L’organisation de la SàRL résulte des droits et des obligations des associés :
- L’assemblée des associés (art. 804) est le seul organe de la SàRL. Il
est géré comme une SNC, et la majorité simple (art. 808 CO) est
nécessaire (majorité qualifiée pour les décisions importantes).
- Les gérants (art. 809 ss CO) peuvent être associés, mais ce ne sont
pas des organes. Ils exercent le droit de gestion qui confère un droit
collectif de gestion pour les personnes physiques (art. 809) et un droit
individuel de représentation (art. 814 et 817 CO). Les obligations des
gérants sont la diligence, la fidélité et l’égalité (art. 812 ss et 827 CO).

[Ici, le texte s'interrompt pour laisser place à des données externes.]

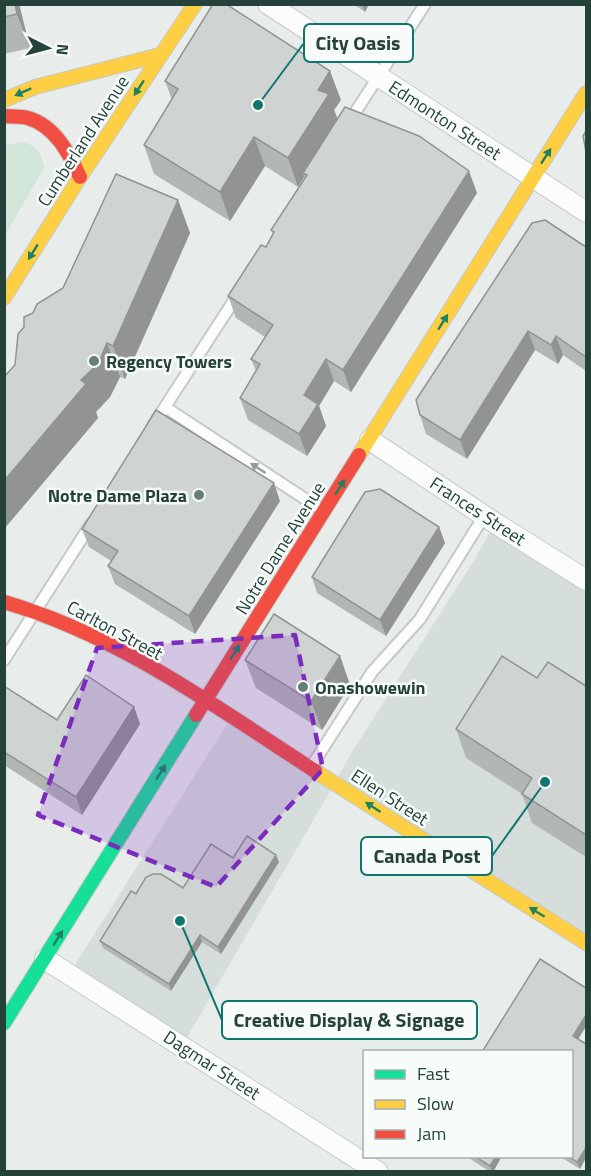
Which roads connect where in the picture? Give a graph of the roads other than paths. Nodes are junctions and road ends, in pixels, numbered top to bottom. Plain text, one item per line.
1 (195, 4) edge
2 (268, 4) edge
3 (425, 4) edge
4 (160, 55) junction
5 (379, 77) junction
6 (586, 93) edge
7 (4, 100) edge
8 (4, 116) edge
9 (346, 127) edge
10 (80, 177) junction
11 (532, 177) junction
12 (586, 212) edge
13 (243, 287) edge
14 (4, 298) edge
15 (165, 407) junction
16 (146, 437) edge
17 (370, 440) junction
18 (324, 512) junction
19 (96, 516) edge
20 (484, 516) junction
21 (586, 580) edge
22 (4, 602) edge
23 (36, 609) junction
24 (4, 660) edge
25 (204, 701) junction
26 (311, 768) junction
27 (586, 943) edge
28 (45, 959) junction
29 (4, 1023) edge
30 (378, 1172) edge

1 - 4 main road, Cumberland Avenue
2 - 5 street, Edmonton Street
3 - 5 lane
4 -> 7 main road
4 -> 10 main road, Cumberland Avenue
5 - 9 lane
5 - 11 street, Edmonton Street
11 -> 6 main road, Notre Dame Avenue
8 - 10 main road
10 -> 14 main road, Cumberland Avenue
11 - 12 street, Edmonton Street
17 -> 11 main road, Notre Dame Avenue
13 - 15 lane
15 - 16 lane
18 -> 15 lane
18 -> 17 main road, Notre Dame Avenue
17 - 20 street, Frances Street
25 -> 18 main road, Notre Dame Avenue
19 - 23 lane
20 - 21 street, Frances Street
20 - 26 lane
22 - 23 main road, Carlton Street
23 - 24 lane
23 - 25 main road, Carlton Street
25 - 26 main road, Ellen Street
28 -> 25 main road, Notre Dame Avenue
27 -> 26 main road, Ellen Street
28 - 29 main road, Notre Dame Avenue
28 - 30 street, Dagmar Street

- Les attributions des gérants sont des attributions inaliénables, comme
en droit des SA (art. 810 CO), mais avec la possibilité de consulter
l’assemblée des associés (art. 811 CO), ce qui n’est pas le cas de la
SA. On permet notamment aux gérants de nommer une direction.
On constate donc que la SA est une société plus rigide, avec des organes
fixes (AG, CdA et organe de révision). La SàRL n’est soumise à aucune
obligation structurelle : seule l’assemblée des associés est obligatoire. De
plus, il peut exister des rattachements personnels dans la SàRL (au contraire
de la SA), ce qui est au final positif pour les clients de telles sociétés.